## Exercise
In the entries below, find the line with "ctx.bezierCurveTo(2122, 101.5, 2123.5, 102.5, 2125, 102.5);" and print exactly every line from there up to and including the line with "ctx.moveTo(622, 227);", with no other lines.
*** Exercise materials ***
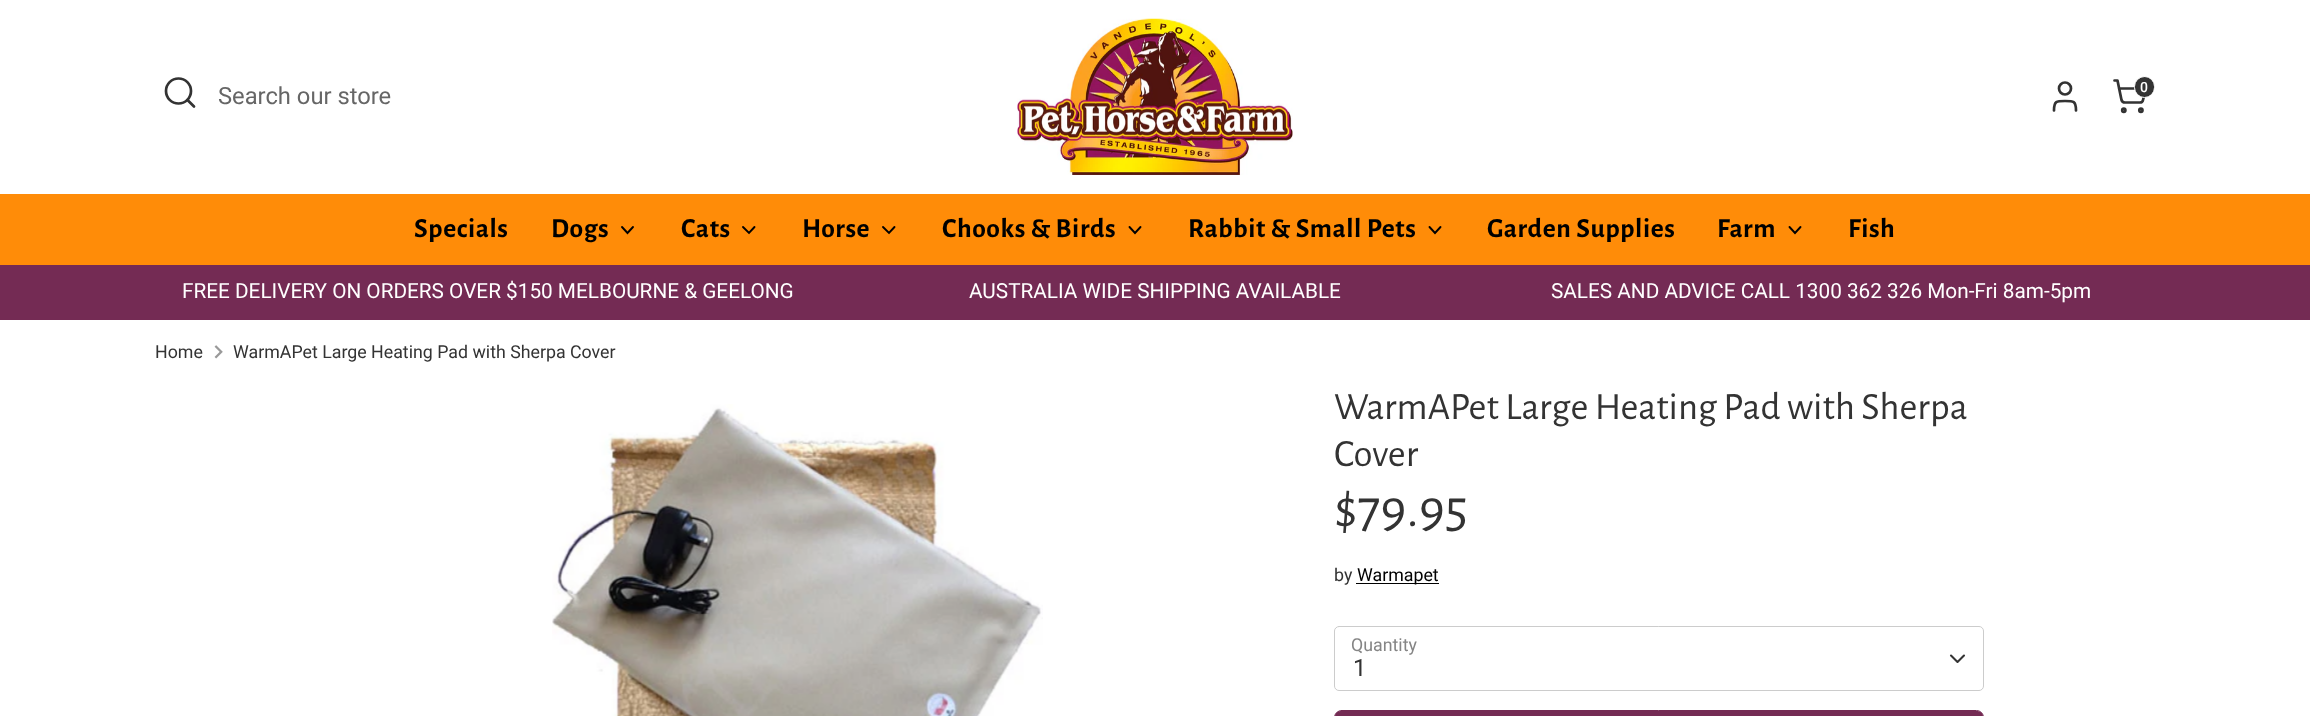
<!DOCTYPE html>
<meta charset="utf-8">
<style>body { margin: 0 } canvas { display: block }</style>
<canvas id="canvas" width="2310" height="716"></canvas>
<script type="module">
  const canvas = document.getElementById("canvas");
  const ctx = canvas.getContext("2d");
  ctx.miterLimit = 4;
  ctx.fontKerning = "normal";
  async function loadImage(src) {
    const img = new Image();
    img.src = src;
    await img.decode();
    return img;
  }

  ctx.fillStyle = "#ffffff";
  ctx.fillRect(0, 0, 2310, 716);
  ctx.beginPath();
  ctx.arc(178.5, 91, 12.5, 0, Math.PI * 2);
  ctx.strokeStyle = "#333333";
  ctx.lineWidth = 2.7;
  ctx.stroke();
  ctx.beginPath();
  ctx.moveTo(194, 106.5);
  ctx.lineTo(187.5, 100);
  ctx.lineCap = "round";
  ctx.lineJoin = "round";
  ctx.stroke();
  ctx.font = "23.75px Roboto";
  ctx.fillStyle = "#666666";
  ctx.fillText("Search our store", 218, 104);
  ctx.drawImage(await loadImage("img1.png"), 1017, 18, 276, 157);
  ctx.beginPath();
  ctx.moveTo(2076, 110.5);
  ctx.bezierCurveTo(2076, 101, 2073.5, 101, 2065, 101);
  ctx.bezierCurveTo(2056.5, 101, 2054, 101, 2054, 110.5);
  ctx.stroke();
  ctx.beginPath();
  ctx.arc(2065, 88.5, 6, 0, Math.PI * 2);
  ctx.stroke();
  ctx.beginPath();
  ctx.arc(2123.8, 110.3, 1.6, 0, Math.PI * 2);
  ctx.stroke();
  ctx.beginPath();
  ctx.arc(2140.9, 110.3, 1.6, 0, Math.PI * 2);
  ctx.stroke();
  ctx.beginPath();
  ctx.moveTo(2114.5, 80.5);
  ctx.lineTo(2117.5, 80.5);
  ctx.lineTo(2121.5, 100);
  ctx.bezierCurveTo(2122, 101.5, 2123.5, 102.5, 2125, 102.5);
  ctx.lineTo(2140, 102.5);
  ctx.bezierCurveTo(2141.5, 102.5, 2143, 101.5, 2143, 100);
  ctx.lineTo(2146, 88.5);
  ctx.lineTo(2119, 88.5);
  ctx.stroke();
  ctx.fillStyle = "#333333";
  ctx.beginPath();
  ctx.roundRect(2134.5, 76.5, 20, 21, 10);
  ctx.fill();
  ctx.strokeStyle = "#ffffff";
  ctx.lineWidth = 1;
  ctx.lineJoin = "miter";
  ctx.stroke();
  ctx.font = "500 14px Roboto";
  ctx.fillStyle = "#ffffff";
  ctx.fillText("0", 2140, 92);
  ctx.fillStyle = "#ff8c08";
  ctx.fillRect(0, 194, 2310, 71);
  ctx.letterSpacing = "0.6px";
  ctx.font = "bold 27.5px Alegreya Sans";
  ctx.fillStyle = "#000000";
  ctx.fillText("Specials", 414, 237);
  ctx.fillText("Dogs", 551, 237);
  ctx.beginPath();
  ctx.moveTo(622, 227);
  ctx.lineTo(627.5, 233);
  ctx.lineTo(633, 227);
  ctx.strokeStyle = "#000000";
  ctx.lineWidth = 1.9;
  ctx.stroke();
  ctx.fillText("Cats", 681, 237);
  ctx.beginPath();
  ctx.moveTo(743, 227);
  ctx.lineTo(749, 233);
  ctx.lineTo(754.5, 227);
  ctx.stroke();
  ctx.fillText("Horse", 802, 237);
  ctx.beginPath();
  ctx.moveTo(883, 227);
  ctx.lineTo(889, 233);
  ctx.lineTo(894.5, 227);
  ctx.stroke();
  ctx.fillText("Chooks & Birds", 942, 237);
  ctx.beginPath();
  ctx.moveTo(1129.5, 227);
  ctx.lineTo(1135, 233);
  ctx.lineTo(1140.5, 227);
  ctx.stroke();
  ctx.fillText("Rabbit & Small Pets", 1188, 237);
  ctx.beginPath();
  ctx.moveTo(1429.5, 227);
  ctx.lineTo(1435, 233);
  ctx.lineTo(1440.5, 227);
  ctx.stroke();
  ctx.fillText("Garden Supplies", 1487, 237);
  ctx.fillText("Farm", 1717, 237);
  ctx.beginPath();
  ctx.moveTo(1789.5, 227);
  ctx.lineTo(1795, 233);
  ctx.lineTo(1800.5, 227);
  ctx.stroke();
  ctx.fillText("Fish", 1848, 237);
  ctx.fillStyle = "#742b54";
  ctx.fillRect(0, 265, 2310, 55);
  ctx.letterSpacing = "0px";
  ctx.font = "20.75px Roboto";
  ctx.fillStyle = "#ffffff";
  ctx.fillText("FREE DELIVERY ON ORDERS OVER $150 MELBOURNE & GEELONG", 182, 298);
  ctx.fillText("AUSTRALIA WIDE SHIPPING AVAILABLE", 969, 298);
  ctx.fillText("SALES AND ADVICE CALL 1300 362 326 Mon-Fri 8am-5pm", 1551, 298);
  ctx.font = "17.8px Roboto";
  ctx.fillStyle = "#333333";
  ctx.fillText("Home", 155, 358);
  ctx.drawImage(await loadImage("img2.png"), 214, 345, 9, 14);
  ctx.fillText("WarmAPet Large Heating Pad with Sherpa Cover", 233, 358);
  ctx.drawImage(await loadImage("img3.png"), 552, 404, 491, 312);
  ctx.font = "38.8px Alegreya Sans";
  ctx.fillText("WarmAPet Large Heating Pad with Sherpa", 1334, 419);
  ctx.fillText("Cover", 1334, 466);
  ctx.font = "55px Alegreya Sans";
  ctx.fillText("$79.95", 1334, 526);
  ctx.font = "17.8px Roboto";
  ctx.fillText("by", 1334, 581);
  ctx.fillStyle = "#000000";
  ctx.fillRect(1356, 583, 83, 1);
  ctx.fillText("Warmapet", 1357, 581);
  ctx.fillStyle = "#858585";
  ctx.fillText("Quantity", 1351, 651);
  ctx.beginPath();
  ctx.roundRect(1334.5, 626.5, 649, 64, 4.5);
  ctx.strokeStyle = "#cccccc";
  ctx.lineWidth = 1;
  ctx.stroke();
  ctx.font = "23.75px Roboto";
  ctx.fillStyle = "#333333";
  ctx.fillText("1", 1353, 676);
  ctx.beginPath();
  ctx.moveTo(1951, 655.5);
  ctx.lineTo(1957.5, 662);
  ctx.lineTo(1964, 655.5);
  ctx.strokeStyle = "#333333";
  ctx.lineWidth = 2.1;
  ctx.lineJoin = "round";
  ctx.stroke();
  ctx.beginPath();
  ctx.roundRect(1334.5, 710.5, 649, 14, 7.5);
  ctx.strokeStyle = "#742b54";
  ctx.lineWidth = 1;
  ctx.lineJoin = "miter";
  ctx.stroke();
  ctx.fillStyle = "#742b54";
  ctx.beginPath();
  ctx.roundRect(1335, 711, 648, 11, 6);
  ctx.fill();
</script>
*** End of Exercise materials ***
## Answer area
  ctx.bezierCurveTo(2122, 101.5, 2123.5, 102.5, 2125, 102.5);
  ctx.lineTo(2140, 102.5);
  ctx.bezierCurveTo(2141.5, 102.5, 2143, 101.5, 2143, 100);
  ctx.lineTo(2146, 88.5);
  ctx.lineTo(2119, 88.5);
  ctx.stroke();
  ctx.fillStyle = "#333333";
  ctx.beginPath();
  ctx.roundRect(2134.5, 76.5, 20, 21, 10);
  ctx.fill();
  ctx.strokeStyle = "#ffffff";
  ctx.lineWidth = 1;
  ctx.lineJoin = "miter";
  ctx.stroke();
  ctx.font = "500 14px Roboto";
  ctx.fillStyle = "#ffffff";
  ctx.fillText("0", 2140, 92);
  ctx.fillStyle = "#ff8c08";
  ctx.fillRect(0, 194, 2310, 71);
  ctx.letterSpacing = "0.6px";
  ctx.font = "bold 27.5px Alegreya Sans";
  ctx.fillStyle = "#000000";
  ctx.fillText("Specials", 414, 237);
  ctx.fillText("Dogs", 551, 237);
  ctx.beginPath();
  ctx.moveTo(622, 227);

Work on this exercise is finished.